§ Directions:
Which lines run from the one containing "Trace the roads" through the end of the entries? Restate them word for word, and only those.

§ Dataset records:
/---
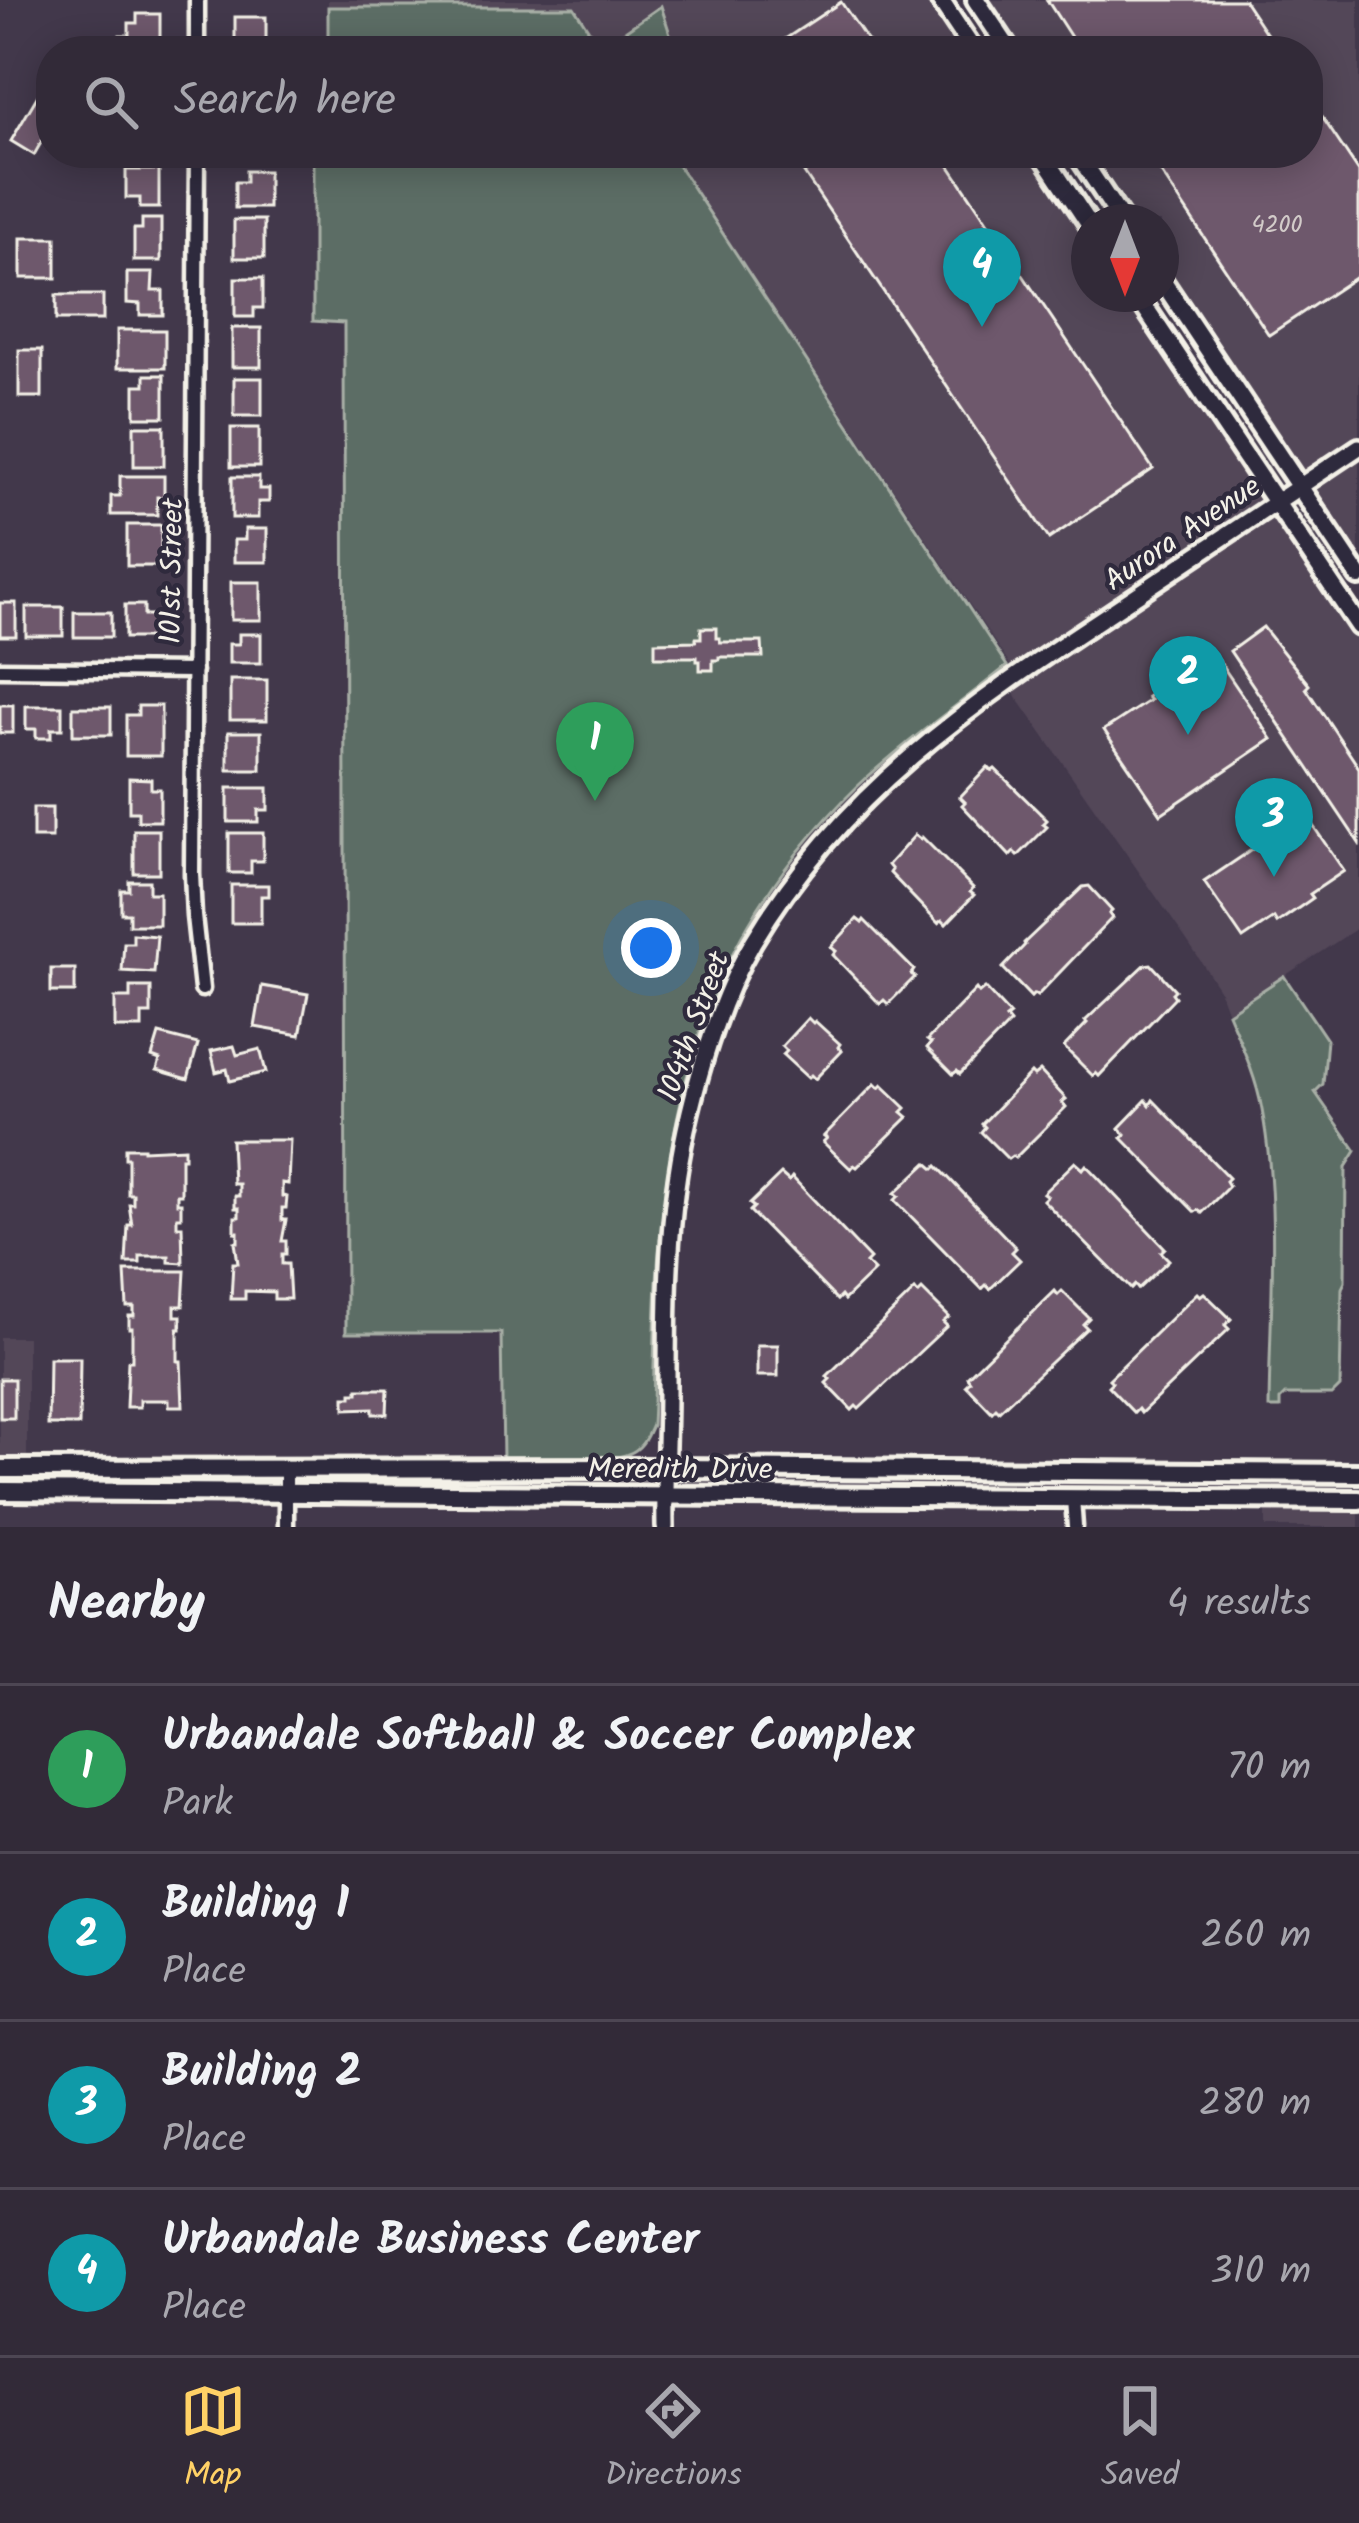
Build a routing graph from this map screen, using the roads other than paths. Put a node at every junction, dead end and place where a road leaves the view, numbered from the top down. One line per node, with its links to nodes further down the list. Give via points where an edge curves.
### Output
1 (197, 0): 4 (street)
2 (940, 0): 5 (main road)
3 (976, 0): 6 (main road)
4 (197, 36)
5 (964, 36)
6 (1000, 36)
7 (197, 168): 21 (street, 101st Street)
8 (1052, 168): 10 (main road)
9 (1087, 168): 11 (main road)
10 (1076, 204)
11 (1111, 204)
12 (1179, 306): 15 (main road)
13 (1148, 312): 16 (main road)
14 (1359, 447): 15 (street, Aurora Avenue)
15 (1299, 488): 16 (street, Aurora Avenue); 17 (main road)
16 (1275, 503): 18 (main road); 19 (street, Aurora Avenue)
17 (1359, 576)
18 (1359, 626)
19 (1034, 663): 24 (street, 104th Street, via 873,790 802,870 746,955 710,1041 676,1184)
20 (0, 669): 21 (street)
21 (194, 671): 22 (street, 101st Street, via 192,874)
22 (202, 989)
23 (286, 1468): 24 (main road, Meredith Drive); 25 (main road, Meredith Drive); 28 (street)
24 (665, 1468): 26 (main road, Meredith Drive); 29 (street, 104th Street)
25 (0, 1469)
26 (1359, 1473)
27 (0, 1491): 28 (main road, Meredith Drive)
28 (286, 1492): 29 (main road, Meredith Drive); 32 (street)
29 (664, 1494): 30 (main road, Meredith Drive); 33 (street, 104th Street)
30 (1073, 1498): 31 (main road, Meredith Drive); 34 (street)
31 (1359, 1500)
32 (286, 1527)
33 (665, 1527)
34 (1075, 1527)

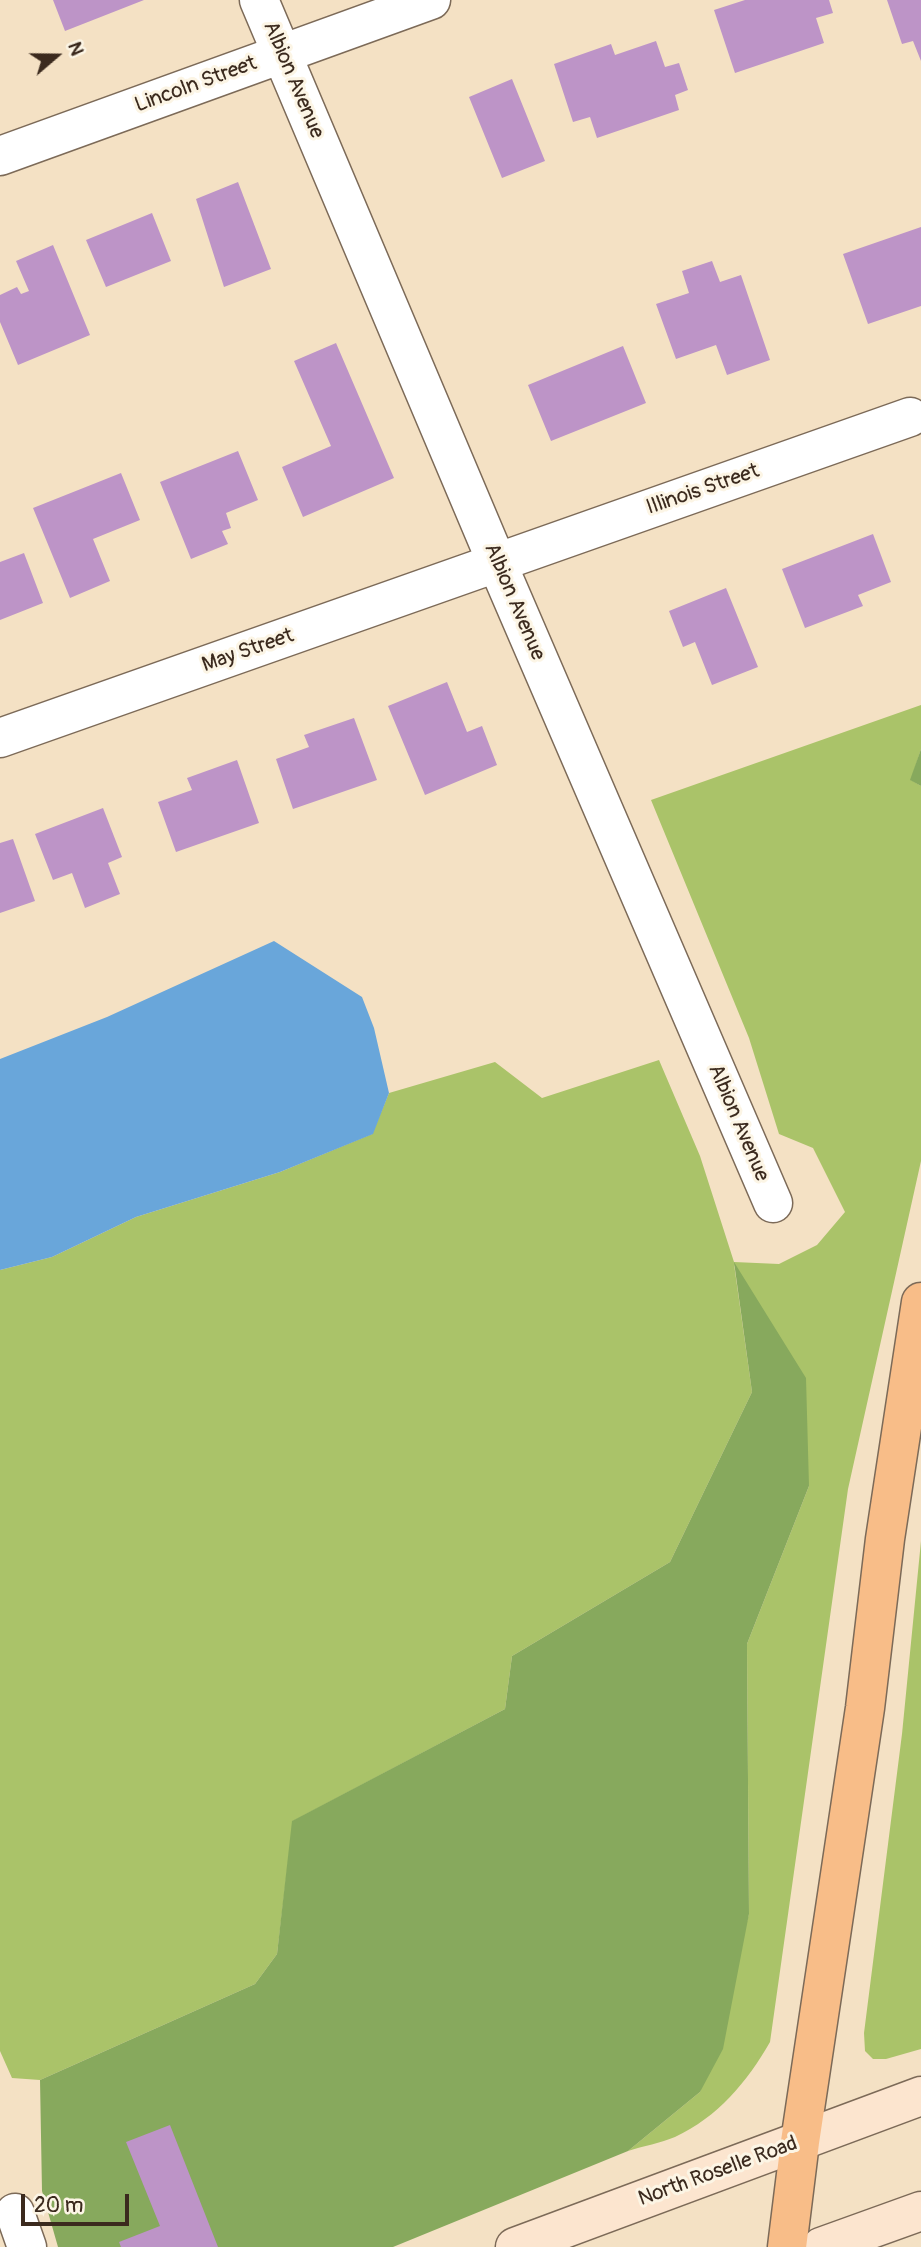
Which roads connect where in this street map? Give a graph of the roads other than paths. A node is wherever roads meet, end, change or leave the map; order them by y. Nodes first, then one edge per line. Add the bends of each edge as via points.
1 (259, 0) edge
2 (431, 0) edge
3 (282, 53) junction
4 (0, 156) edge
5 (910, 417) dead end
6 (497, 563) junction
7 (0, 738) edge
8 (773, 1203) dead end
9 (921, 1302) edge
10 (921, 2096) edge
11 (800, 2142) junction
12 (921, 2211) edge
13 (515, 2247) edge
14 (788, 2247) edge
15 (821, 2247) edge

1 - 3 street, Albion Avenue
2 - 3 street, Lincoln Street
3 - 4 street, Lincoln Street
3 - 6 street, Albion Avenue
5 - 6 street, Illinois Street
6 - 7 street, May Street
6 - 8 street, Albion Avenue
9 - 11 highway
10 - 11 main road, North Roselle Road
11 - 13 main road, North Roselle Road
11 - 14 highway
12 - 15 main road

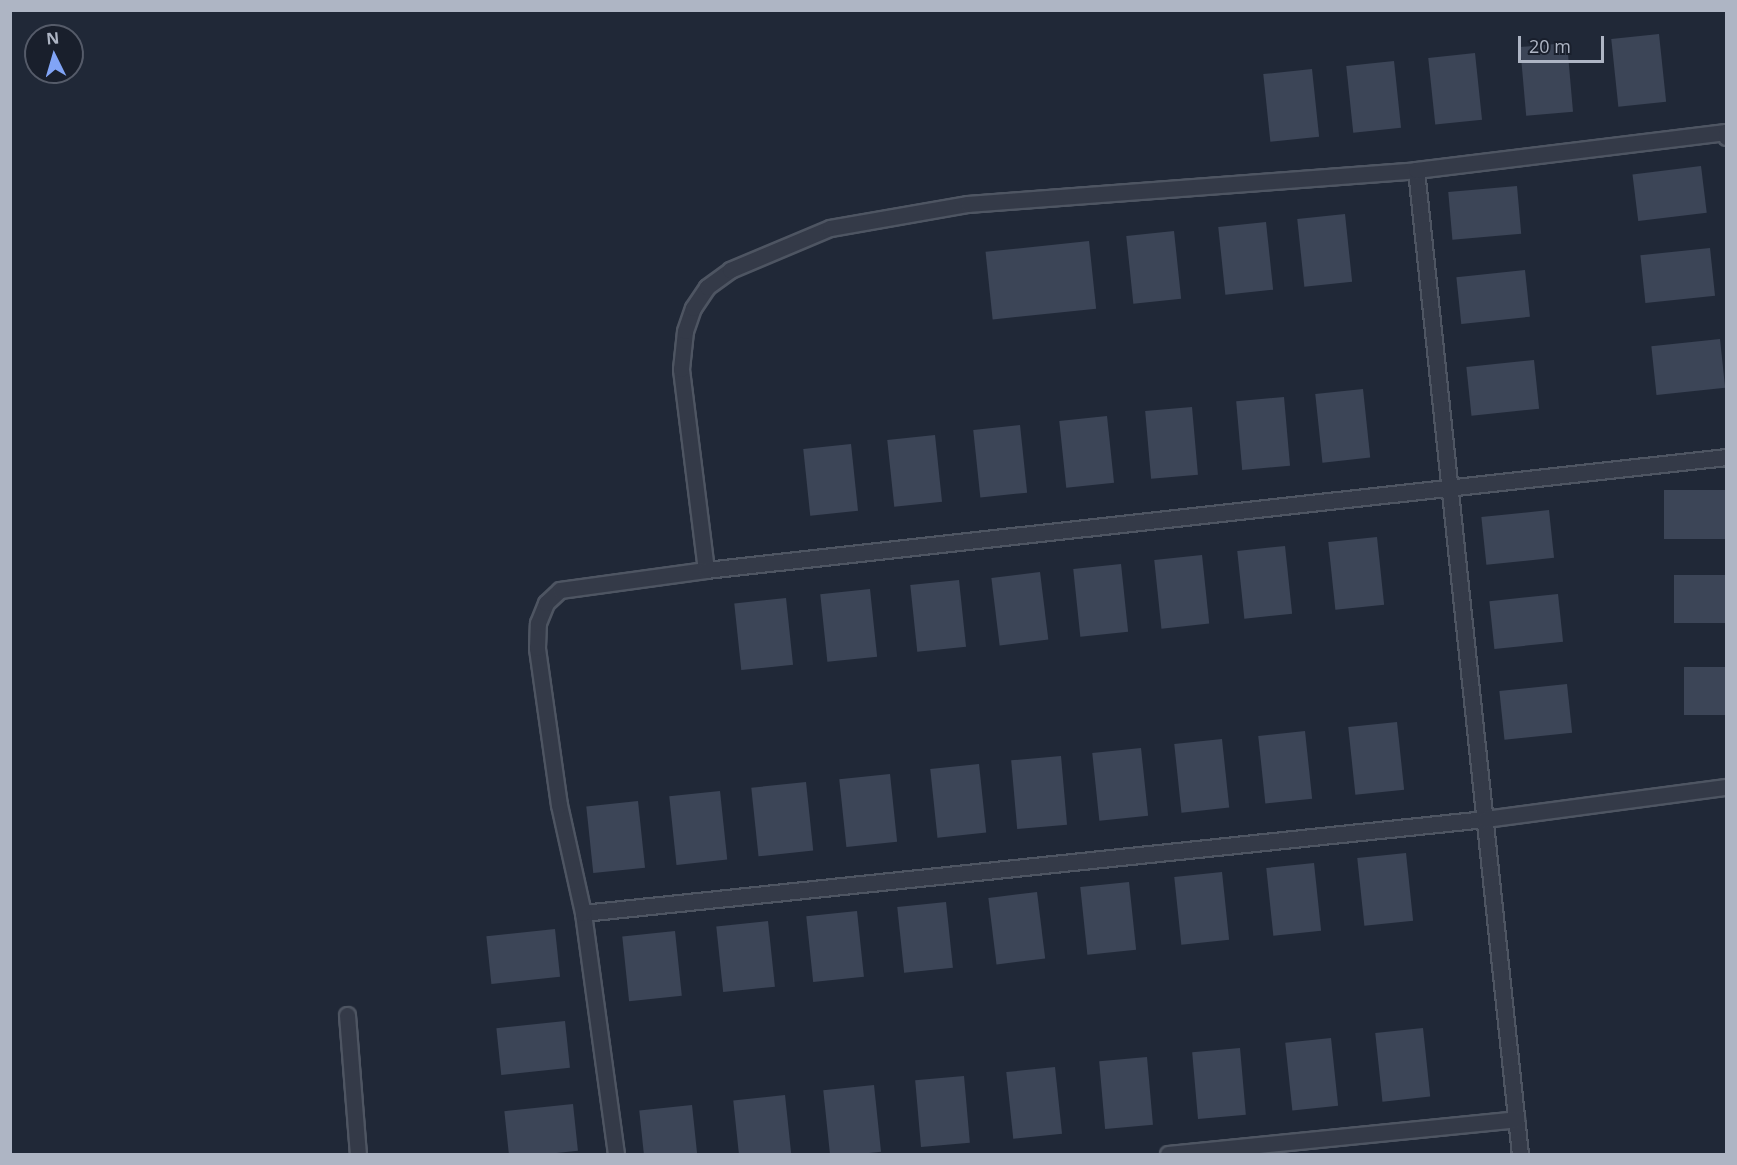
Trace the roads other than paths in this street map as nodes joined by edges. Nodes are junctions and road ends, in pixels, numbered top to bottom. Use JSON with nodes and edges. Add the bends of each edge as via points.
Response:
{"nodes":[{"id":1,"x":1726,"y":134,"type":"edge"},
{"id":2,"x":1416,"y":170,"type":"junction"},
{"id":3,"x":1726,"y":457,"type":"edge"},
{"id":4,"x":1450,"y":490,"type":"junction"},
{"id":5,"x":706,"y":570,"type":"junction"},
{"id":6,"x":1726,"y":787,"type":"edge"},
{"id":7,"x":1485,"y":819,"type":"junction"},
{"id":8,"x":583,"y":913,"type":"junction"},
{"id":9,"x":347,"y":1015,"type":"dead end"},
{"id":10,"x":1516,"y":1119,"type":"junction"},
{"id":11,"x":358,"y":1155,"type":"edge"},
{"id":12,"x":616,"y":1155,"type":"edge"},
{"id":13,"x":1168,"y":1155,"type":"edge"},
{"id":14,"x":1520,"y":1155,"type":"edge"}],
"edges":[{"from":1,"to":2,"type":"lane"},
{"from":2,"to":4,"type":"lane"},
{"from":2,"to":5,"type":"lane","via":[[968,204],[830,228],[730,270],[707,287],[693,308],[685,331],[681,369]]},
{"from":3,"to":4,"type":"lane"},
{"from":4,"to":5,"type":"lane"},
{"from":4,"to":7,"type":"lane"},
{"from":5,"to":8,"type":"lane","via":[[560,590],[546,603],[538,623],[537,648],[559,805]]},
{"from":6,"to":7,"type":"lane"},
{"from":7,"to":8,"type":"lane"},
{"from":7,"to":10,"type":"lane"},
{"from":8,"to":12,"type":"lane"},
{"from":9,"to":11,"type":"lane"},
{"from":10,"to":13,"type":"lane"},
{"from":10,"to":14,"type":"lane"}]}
\---
§ Written answer:
Trace the roads other than paths in this street map as nodes joined by edges. Nodes are junctions and road ends, in pixels, numbered top to bottom. Use JSON with nodes and edges. Add the bends of each edge as via points.
Response:
{"nodes":[{"id":1,"x":1726,"y":134,"type":"edge"},
{"id":2,"x":1416,"y":170,"type":"junction"},
{"id":3,"x":1726,"y":457,"type":"edge"},
{"id":4,"x":1450,"y":490,"type":"junction"},
{"id":5,"x":706,"y":570,"type":"junction"},
{"id":6,"x":1726,"y":787,"type":"edge"},
{"id":7,"x":1485,"y":819,"type":"junction"},
{"id":8,"x":583,"y":913,"type":"junction"},
{"id":9,"x":347,"y":1015,"type":"dead end"},
{"id":10,"x":1516,"y":1119,"type":"junction"},
{"id":11,"x":358,"y":1155,"type":"edge"},
{"id":12,"x":616,"y":1155,"type":"edge"},
{"id":13,"x":1168,"y":1155,"type":"edge"},
{"id":14,"x":1520,"y":1155,"type":"edge"}],
"edges":[{"from":1,"to":2,"type":"lane"},
{"from":2,"to":4,"type":"lane"},
{"from":2,"to":5,"type":"lane","via":[[968,204],[830,228],[730,270],[707,287],[693,308],[685,331],[681,369]]},
{"from":3,"to":4,"type":"lane"},
{"from":4,"to":5,"type":"lane"},
{"from":4,"to":7,"type":"lane"},
{"from":5,"to":8,"type":"lane","via":[[560,590],[546,603],[538,623],[537,648],[559,805]]},
{"from":6,"to":7,"type":"lane"},
{"from":7,"to":8,"type":"lane"},
{"from":7,"to":10,"type":"lane"},
{"from":8,"to":12,"type":"lane"},
{"from":9,"to":11,"type":"lane"},
{"from":10,"to":13,"type":"lane"},
{"from":10,"to":14,"type":"lane"}]}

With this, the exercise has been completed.